Örneğin, şikayetiniz kuru cilt ve nemsizlik problemiyse nem desteği sağlayan su bazlı serumlara ya da ciltte nemi hapsetmenize yardımcı olacak yağ bazlı serumlara yönelebilirsiniz. Cilt bariyeriniz hasar gördüyse ve cildinizde yanma, batma, kaşıntı, gerilme vb şikayetler varsa tıpkı bir kale duvarı gibi cildinizi dış tehditlere karşı koruyan cilt bariyerinizi güçlendirmeye yardım edecek bir bariyer serumuna ihtiyacınız vardır. İnce çizgi ve kırışıklarınızın görünümünü azaltıp oluşmasını geciktirmek için cildinizde kollajen sentezini tetikleyebilecek ve hücre döngüsünü hızlandırarak ölü deri tabakasından daha hızlı şekilde arınmanızı sağlayacak içerikte bir ürüne ihtiyacınız duyarsınız. Cildinizde güneş hasarı ya da travma sonrası oluşan lekeler varsa, leke oluşum döngüsünün farklı basamaklarında etki gösterebilecek içerikler gerekir ve burada verim alabilmek için mutlaka bir profesyonel destek almanızı öneriyoruz.  
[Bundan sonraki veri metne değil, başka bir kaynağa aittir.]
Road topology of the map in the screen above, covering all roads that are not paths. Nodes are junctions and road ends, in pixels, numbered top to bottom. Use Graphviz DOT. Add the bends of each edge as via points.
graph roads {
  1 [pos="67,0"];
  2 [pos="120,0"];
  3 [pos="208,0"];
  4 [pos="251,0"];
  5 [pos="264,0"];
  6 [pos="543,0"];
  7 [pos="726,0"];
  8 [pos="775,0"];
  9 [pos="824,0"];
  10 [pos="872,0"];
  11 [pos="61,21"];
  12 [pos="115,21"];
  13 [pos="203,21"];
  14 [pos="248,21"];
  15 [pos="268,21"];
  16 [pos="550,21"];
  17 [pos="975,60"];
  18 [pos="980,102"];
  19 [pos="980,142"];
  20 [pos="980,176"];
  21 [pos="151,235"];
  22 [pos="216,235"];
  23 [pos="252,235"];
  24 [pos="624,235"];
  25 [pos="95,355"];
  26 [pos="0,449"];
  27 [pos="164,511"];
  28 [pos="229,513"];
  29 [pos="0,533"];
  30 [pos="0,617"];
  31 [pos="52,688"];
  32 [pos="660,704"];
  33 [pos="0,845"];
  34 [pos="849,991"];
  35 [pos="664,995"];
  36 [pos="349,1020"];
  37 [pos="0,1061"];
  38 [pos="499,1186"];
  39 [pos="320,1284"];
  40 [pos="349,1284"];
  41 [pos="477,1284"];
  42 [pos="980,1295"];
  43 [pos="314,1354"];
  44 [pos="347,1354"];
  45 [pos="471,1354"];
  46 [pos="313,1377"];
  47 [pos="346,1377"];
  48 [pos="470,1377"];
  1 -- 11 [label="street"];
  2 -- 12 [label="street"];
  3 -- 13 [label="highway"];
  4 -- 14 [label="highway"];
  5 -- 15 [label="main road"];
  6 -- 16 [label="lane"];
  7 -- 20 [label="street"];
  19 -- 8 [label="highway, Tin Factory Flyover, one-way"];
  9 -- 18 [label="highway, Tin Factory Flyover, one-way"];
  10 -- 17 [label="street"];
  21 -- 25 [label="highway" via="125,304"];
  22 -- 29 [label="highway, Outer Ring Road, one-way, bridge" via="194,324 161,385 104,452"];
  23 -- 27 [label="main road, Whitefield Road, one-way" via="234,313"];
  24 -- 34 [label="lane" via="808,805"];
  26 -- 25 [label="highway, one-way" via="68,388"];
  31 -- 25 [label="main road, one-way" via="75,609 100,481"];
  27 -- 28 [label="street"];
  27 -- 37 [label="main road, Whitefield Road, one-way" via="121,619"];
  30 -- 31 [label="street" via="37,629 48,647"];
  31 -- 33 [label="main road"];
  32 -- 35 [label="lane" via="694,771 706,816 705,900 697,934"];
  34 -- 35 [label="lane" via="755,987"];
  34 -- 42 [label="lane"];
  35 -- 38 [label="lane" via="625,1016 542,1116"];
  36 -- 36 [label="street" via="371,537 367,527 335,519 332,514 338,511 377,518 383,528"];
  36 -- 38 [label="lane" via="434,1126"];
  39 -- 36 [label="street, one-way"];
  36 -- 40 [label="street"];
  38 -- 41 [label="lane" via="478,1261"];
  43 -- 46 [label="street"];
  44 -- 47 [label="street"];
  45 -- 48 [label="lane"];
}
Hangi etki için hangi içerikler seçilebilir?

 

Nem desteği veren (hümektan) içerikler: 

Hümektanlar hem dermis tabakasından epidermise nemi çekerek cildin en dış katmanı olan Stratum Corneum’un (SC) su seviyesini yükseltmeye yardımcı olurlar. Bu içerikler ciltten sökülüp atılmış ya da çeşitli nedenlerle seviyesi azalmış olan Doğal Nemlendirme Faktörü’nün (NMF) yerine geçerek görev yaparlar ve cildi yumuşatırlar. NMF’in başlıca bileşenleri amino asitler, pirolidon karboksilik asit (PCA) ve laktik asittir.  
 
Başlıca hümektan içerikler: hyalüronik asit, gliserin, sorbitol, AHA’lar (laktik asit, glikolik asit), üre, propilen glikol, butilen glikol, pantenol (B5 vitamini), betain, alantoin, pirolidon karboksilik asit, aloe vera, beta-glukan


Bariyer onarıcı ve güçlendirici içerikler:

Cildin bariyer fonksiyonunu, deri hücrelerimiz ve onları bir arada tutan hücre dışı lipit matriksi ile mikrobiyomumuz oluşturur. Basitçe bir örme duvar gibi düşünebileceğimiz bariyerinde, ölü keratonosit hücrelerini sıkıca birbirine yapıştıran çimento görevini, başta seramitler olmak üzere kolesterol ve serbest yağ asitlerinden oluşan lipit matriksi görür. Bu yapıştırıcı çimentonun bileşenleri azaldığında bariyerin bütünlüğü bozulur ve koruyucu fonksiyonu devre dışı kalır. Bariyer onarıcı serumlarda bu katmanı onaran, cilde su desteği sağlayan (hümektan) ve yatıştırıcı içerikler bir arada bulunur. Ancak yalnızca hümektanlar ve centella asiatica gibi yatıştırıcı içerikler bariyerin yapısını onarmanız için yeterli olmaz; mutlaka lipit matriksin takviye edilmesi gerekir. 
 
Başlıca bariyer onarıcı içerikler: seramitler, niasinamid (B3 vitamini), NMF, linoleik asit, alfa-linoleik asit, kolesterol. 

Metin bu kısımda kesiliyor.